Mapping a Lost World: A Return to Blaenymaes
In the attic of my mind, the timelines are scrambled and the details are hazy. But the feelings of a 1960s Swansea childhood remain crystal clear.
The more I remember, the more I remember, if you know what I mean. When I poke around in the attic of my mind, timelines get scrambled, and stories drift across years, sometimes bumping into each other in the wrong decade. This is not a formal history; it is a collection of the memories that bubble to the surface from the four years my family lived in Blaenymaes, from 1962 to 1966.
A Neighbourhood of Contradictions
Life in Blaenymaes felt like a step up from Wern Fawr Road, more cars, better houses, streets named after Welsh islands. But scratch the surface, and you would find the same working-class struggles, just dressed up a bit nicer. I know today’s residents have a strong sense of community, and some of what I write might not sit well with everyone. But this is my story, as I remember it, and I make no apologies for that.

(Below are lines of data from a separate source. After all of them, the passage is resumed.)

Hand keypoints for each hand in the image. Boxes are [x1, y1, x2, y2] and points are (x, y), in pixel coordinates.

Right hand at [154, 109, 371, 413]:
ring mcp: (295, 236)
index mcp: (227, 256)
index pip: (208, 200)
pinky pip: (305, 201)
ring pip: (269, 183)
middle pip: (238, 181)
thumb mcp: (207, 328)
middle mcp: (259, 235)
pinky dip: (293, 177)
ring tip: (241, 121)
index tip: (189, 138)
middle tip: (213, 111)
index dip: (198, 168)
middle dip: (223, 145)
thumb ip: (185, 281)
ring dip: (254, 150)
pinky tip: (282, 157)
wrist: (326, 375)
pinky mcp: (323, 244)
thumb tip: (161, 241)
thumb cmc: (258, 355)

Where I mention people, I have often used just an initial. In some cases, I have changed names slightly, partly out of respect, and partly because memory, after sixty years, has a way of losing the details while keeping the feelings.
The Ghost in the Machine
Like everywhere else we lived in Swansea, Blaenymaes was built on a hill. The map shows my main area of “operations”, the streets and gardens where we played, explored, and occasionally caused minor chaos. The layout has not changed much, but when I checked recently using Street View, the ghosts were everywhere. The rough ground along Woodford Road, which I think we called the “Orchard” and where we spent hours refighting World War II, has been cleared. The woods at the bottom of Bardsey Avenue were a favourite destination, but the Old Tree that once served as our gathering point is gone.

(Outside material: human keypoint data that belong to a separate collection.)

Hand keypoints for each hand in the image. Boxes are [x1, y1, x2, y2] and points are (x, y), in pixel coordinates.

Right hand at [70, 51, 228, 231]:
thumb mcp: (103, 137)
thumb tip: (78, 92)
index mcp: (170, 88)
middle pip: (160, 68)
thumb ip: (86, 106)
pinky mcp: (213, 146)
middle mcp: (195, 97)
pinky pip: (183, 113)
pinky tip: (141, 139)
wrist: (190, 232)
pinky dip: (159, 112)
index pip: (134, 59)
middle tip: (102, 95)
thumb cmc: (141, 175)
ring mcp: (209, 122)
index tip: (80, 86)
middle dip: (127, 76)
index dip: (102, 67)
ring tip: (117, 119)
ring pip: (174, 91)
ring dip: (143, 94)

I also remember slag heaps where we would hunt for fern fossils. That might be a false memory, or it could have been somewhere else entirely—my brain is not too fussy about where it files things.
The Stories That Remain
We roamed far and wide, often walking miles to visit my grandmother or even into town, navigating by following the bus route. From this territory of memory, a few stories stand out. In the posts that follow, you will hear about:
- The time we saved Swansea from a Dalek invasion
- How I learned that being clever does not always pay off.
- Why our rented TVs were a goldmine for enterprising parents.
- The real reason seagulls sometimes fly upside down.
- Invaluable advice on cutting your electricity bill (the Murphy method).
- And yes, what to do when you have trouble with bailiffs.
I make no claim to being an author. There is no grand plan or literary structure here—just words on a screen, the occasional truth, and the enduring echo of a time that is long gone but not forgotten.